[Data records]
──────────────────────────────
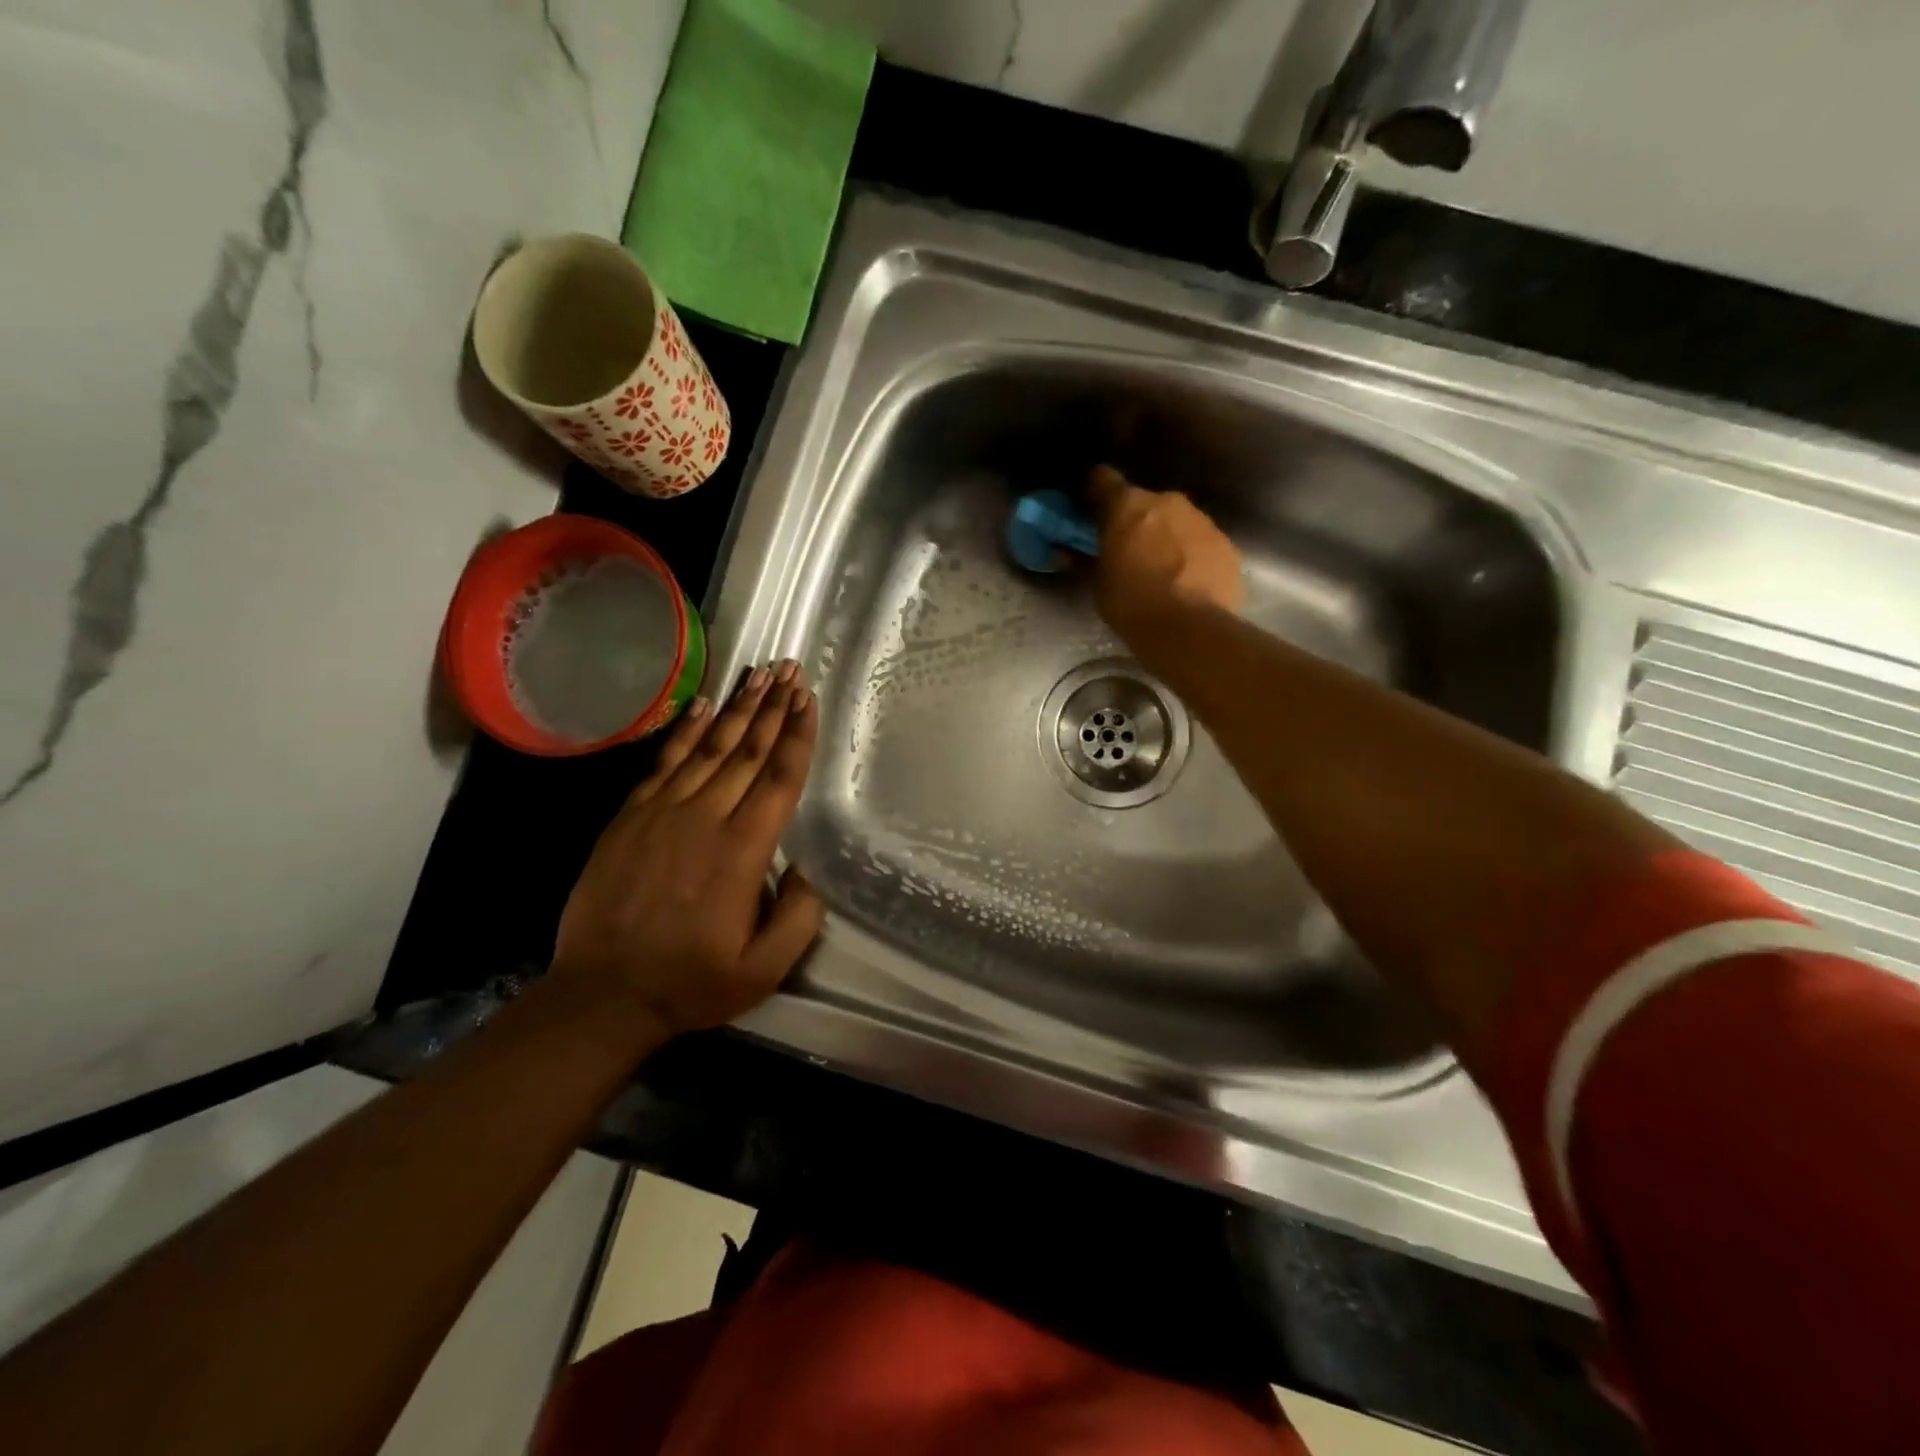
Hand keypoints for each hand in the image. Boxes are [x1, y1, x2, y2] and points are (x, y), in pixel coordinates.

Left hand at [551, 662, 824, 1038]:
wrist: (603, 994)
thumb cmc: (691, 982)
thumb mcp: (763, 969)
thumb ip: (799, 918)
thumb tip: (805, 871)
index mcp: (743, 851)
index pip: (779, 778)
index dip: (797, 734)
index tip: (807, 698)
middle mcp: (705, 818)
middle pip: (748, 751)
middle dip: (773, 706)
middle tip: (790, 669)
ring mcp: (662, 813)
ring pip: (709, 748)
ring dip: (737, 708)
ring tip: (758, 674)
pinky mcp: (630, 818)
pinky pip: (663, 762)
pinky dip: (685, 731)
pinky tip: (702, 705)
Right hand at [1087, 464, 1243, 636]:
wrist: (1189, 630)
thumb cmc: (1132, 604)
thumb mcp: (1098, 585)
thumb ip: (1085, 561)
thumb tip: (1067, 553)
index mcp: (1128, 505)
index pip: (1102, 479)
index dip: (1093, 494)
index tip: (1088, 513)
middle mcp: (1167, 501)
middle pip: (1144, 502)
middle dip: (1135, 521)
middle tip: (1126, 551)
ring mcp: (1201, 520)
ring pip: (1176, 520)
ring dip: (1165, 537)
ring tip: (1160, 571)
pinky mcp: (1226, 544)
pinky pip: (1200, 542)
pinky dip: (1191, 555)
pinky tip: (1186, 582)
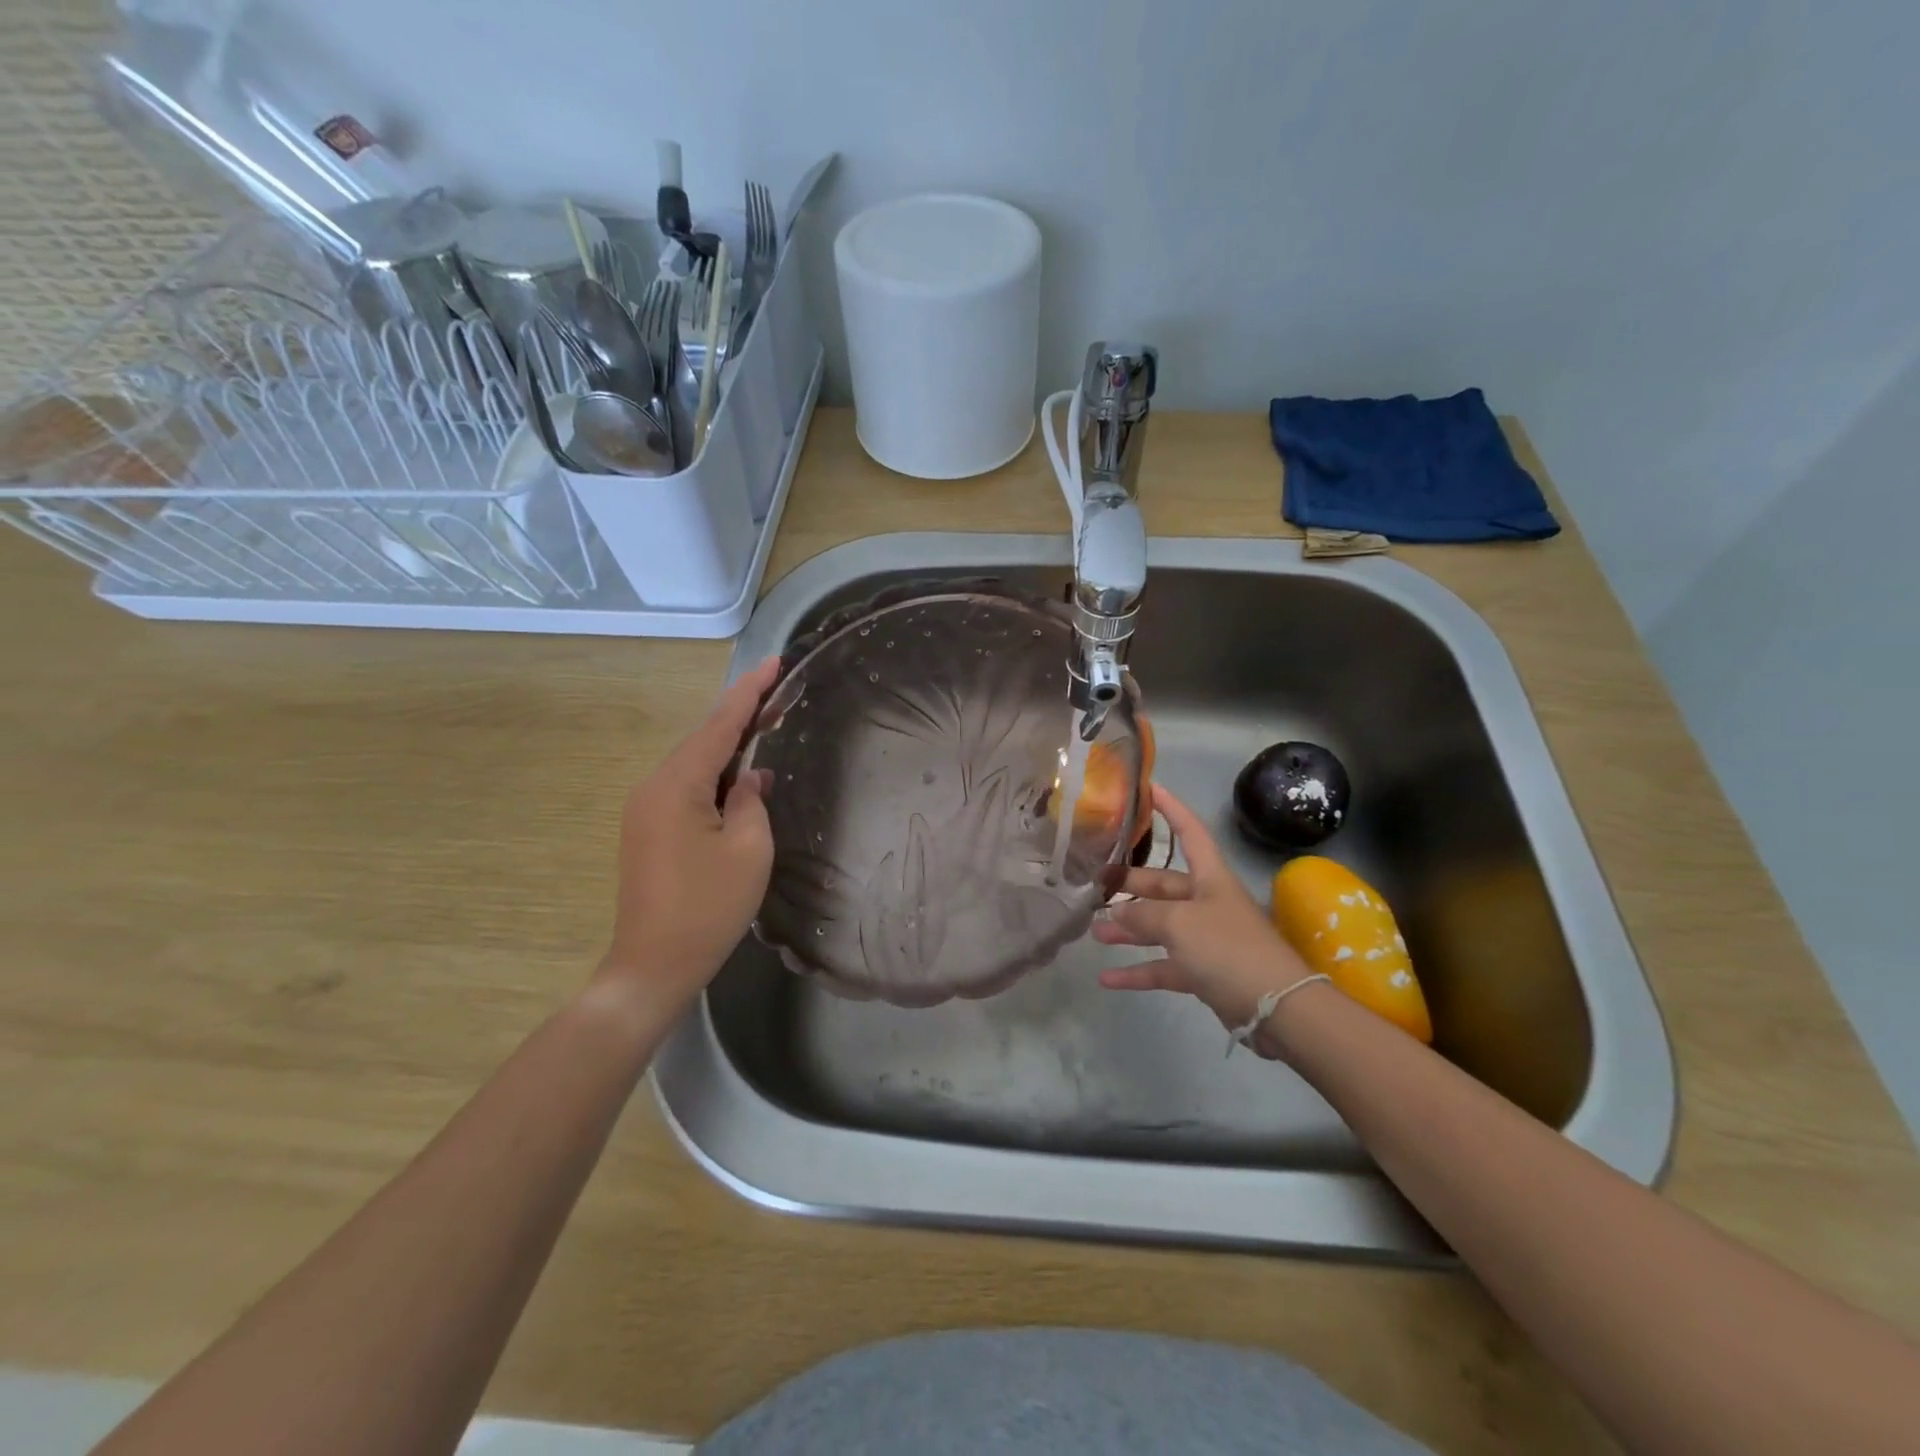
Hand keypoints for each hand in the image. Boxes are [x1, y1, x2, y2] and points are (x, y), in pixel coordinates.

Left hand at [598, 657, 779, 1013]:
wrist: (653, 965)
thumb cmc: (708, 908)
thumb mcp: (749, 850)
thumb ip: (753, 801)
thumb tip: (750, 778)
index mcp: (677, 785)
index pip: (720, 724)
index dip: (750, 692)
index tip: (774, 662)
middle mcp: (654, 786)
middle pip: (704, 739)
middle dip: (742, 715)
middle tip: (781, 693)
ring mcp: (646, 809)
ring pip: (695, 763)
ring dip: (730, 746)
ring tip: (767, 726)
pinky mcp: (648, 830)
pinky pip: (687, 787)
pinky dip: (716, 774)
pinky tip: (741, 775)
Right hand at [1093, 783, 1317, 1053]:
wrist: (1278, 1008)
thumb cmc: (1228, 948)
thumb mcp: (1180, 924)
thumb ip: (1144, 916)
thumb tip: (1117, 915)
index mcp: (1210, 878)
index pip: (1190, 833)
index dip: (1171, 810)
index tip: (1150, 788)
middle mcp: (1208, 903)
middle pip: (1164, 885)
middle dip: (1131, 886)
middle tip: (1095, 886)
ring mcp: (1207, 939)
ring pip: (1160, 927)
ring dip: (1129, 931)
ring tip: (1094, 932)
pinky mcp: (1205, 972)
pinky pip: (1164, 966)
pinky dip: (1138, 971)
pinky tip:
──────────────────────────────
> _Problem to work on_
Look above for the line containing "ring mcp: (662, 813)", then write out every line from there down to the line containing "thumb mcp: (749, 850)", that line included, with no pictures.

> _Answer space_
ring mcp: (662, 813)
ring pip: (709, 748)
ring dip: (737, 708)
ring tip: (758, 674)
pinky mcp: (630, 818)
pinky pip: (663, 762)
pinky dip: (685, 731)
pinky tip: (702, 705)
Right hand at [1087, 464, 1243, 636]:
wrist: (1189, 630)
thumb cmc: (1132, 604)
thumb mcp: (1098, 585)
thumb ip: (1085, 561)
thumb tip: (1067, 553)
index mcp: (1128, 505)
index pip: (1102, 479)
index dip: (1093, 494)
index tip: (1088, 513)
middle mcp: (1167, 501)
middle pip: (1144, 502)
middle dip: (1135, 521)
middle tip: (1126, 551)
ring mcp: (1201, 520)
ring pip: (1176, 520)
ring dip: (1165, 537)
ring tip: (1160, 571)
pinky mcp: (1226, 544)
pinky pip: (1200, 542)
pinky dip: (1191, 555)
pinky tip: (1186, 582)
Hand keypoints for each hand in the image. Boxes are [x1, y1, x2, y2] and points are (x, y), in pixel coordinates.

Left hand at [598, 657, 779, 1013]:
wrist: (653, 965)
thumb cmc: (708, 908)
thumb mcp: (749, 850)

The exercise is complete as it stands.